When to Escalate to Your DPO or Compliance Officer
Not every shadow AI discovery requires DPO involvement. Escalate when:
- A shadow tool has processed or could have processed personal data of clients, including financial data, health data for insurance, or identity documents.
- A shadow tool has contributed to a decision that could qualify under GDPR Article 22 (credit, insurance pricing, suitability).
- A shadow tool is a material operational dependency (staff cannot perform a core function without it) and is not in your DORA ICT register.
- A client has been affected by an AI-assisted output that was not disclosed as such.
For independent financial advisers and smaller asset managers without an in-house DPO, this escalation may go to an external DPO or a compliance consultant. The obligation to have a documented escalation path is the same regardless of firm size.
Frequently Asked Questions
Does DORA apply to small financial services firms?
DORA applies to a broad range of financial entities including credit institutions, investment firms, insurance undertakings, and payment institutions. Proportionality applies: smaller firms face lighter requirements in some areas, but the obligation to maintain an ICT third-party register and assess operational resilience is not exempted by size. If your firm is regulated and uses AI tools in operational workflows, DORA applies.
What counts as an "automated decision" under GDPR Article 22?
Article 22 applies to decisions based solely on automated processing that produce legal effects or similarly significant effects for an individual. In financial services, this includes automated credit decisions, insurance pricing decisions based purely on algorithmic outputs, and suitability assessments where AI output is not reviewed by a human before the recommendation is made.
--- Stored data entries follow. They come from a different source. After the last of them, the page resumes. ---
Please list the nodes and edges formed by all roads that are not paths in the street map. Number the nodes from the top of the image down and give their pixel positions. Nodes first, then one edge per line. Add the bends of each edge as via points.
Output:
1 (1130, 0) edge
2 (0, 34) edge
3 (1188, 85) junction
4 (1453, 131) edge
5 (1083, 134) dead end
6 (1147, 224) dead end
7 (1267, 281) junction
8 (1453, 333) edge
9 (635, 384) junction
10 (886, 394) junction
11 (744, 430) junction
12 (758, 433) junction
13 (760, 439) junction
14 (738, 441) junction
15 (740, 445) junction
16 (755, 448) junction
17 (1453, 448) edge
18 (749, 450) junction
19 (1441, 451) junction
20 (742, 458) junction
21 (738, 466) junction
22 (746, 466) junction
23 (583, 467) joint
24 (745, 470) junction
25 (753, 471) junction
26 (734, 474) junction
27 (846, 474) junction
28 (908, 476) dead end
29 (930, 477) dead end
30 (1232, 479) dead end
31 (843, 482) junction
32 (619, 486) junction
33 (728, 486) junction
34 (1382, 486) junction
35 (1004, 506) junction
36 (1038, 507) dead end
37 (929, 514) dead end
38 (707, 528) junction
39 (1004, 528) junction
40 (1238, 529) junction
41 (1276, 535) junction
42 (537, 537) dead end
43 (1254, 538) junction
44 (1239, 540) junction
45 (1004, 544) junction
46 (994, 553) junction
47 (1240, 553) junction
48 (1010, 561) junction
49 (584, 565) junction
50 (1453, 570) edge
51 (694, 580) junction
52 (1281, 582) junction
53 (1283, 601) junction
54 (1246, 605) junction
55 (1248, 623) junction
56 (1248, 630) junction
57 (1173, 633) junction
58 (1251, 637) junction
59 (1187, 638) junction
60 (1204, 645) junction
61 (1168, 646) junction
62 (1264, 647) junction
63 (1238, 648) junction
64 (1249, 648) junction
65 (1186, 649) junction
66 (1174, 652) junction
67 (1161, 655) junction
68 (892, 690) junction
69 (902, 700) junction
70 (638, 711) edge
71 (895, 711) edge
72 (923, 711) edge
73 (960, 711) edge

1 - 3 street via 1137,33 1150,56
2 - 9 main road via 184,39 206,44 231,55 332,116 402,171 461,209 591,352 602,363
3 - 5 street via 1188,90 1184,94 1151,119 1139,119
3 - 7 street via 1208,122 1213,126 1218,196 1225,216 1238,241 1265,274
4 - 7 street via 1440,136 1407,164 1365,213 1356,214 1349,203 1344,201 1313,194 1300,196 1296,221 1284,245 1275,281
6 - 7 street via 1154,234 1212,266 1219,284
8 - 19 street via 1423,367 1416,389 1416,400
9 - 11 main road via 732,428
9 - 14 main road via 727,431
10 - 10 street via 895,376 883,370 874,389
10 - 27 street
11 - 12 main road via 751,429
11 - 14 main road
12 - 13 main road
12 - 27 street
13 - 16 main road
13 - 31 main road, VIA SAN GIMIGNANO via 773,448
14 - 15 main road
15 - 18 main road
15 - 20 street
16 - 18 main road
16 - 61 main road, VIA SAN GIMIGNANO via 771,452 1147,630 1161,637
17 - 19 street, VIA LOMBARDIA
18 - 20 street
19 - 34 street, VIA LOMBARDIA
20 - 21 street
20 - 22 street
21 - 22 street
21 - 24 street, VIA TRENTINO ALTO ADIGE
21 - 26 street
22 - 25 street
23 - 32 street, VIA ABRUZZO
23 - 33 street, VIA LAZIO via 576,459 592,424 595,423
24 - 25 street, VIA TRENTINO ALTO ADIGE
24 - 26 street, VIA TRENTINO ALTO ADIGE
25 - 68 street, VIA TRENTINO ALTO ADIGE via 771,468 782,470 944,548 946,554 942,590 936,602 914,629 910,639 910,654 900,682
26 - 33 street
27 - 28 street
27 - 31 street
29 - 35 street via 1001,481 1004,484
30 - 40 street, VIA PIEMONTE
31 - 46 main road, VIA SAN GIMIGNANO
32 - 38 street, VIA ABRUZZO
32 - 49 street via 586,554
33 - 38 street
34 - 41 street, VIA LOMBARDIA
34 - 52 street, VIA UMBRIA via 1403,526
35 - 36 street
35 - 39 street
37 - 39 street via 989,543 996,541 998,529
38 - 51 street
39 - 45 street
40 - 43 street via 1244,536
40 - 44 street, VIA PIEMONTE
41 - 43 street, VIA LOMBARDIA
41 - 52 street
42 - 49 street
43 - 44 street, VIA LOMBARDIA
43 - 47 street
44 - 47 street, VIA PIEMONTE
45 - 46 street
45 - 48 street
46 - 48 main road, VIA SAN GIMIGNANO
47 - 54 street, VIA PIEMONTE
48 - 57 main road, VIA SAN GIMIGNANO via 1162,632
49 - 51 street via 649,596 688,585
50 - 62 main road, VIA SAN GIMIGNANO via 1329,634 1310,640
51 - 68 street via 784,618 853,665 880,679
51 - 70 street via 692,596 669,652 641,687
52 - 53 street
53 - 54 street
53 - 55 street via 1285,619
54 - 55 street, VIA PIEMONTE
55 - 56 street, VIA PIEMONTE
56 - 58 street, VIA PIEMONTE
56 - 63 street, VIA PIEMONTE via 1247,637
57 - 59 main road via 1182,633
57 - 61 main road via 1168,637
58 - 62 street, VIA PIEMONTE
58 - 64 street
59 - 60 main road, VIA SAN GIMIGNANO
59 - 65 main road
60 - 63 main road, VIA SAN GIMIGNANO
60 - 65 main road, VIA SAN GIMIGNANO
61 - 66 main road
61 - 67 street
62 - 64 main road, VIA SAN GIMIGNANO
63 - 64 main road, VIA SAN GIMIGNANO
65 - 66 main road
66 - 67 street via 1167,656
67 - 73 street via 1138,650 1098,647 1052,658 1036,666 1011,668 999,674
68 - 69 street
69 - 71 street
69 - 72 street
Human review is both a safeguard and the primary mechanism for establishing that a decision is not "solely" automated.
Can we simply ban all unapproved AI tools?
Prohibition without an approved alternative tends to drive use further underground. A more effective approach is to establish a fast-track approval process for commonly requested tools, communicate it clearly to staff, and pair prohibition with a small approved list that covers the most common use cases. Complete prohibition is also practically unenforceable without monitoring infrastructure most professional services firms do not have.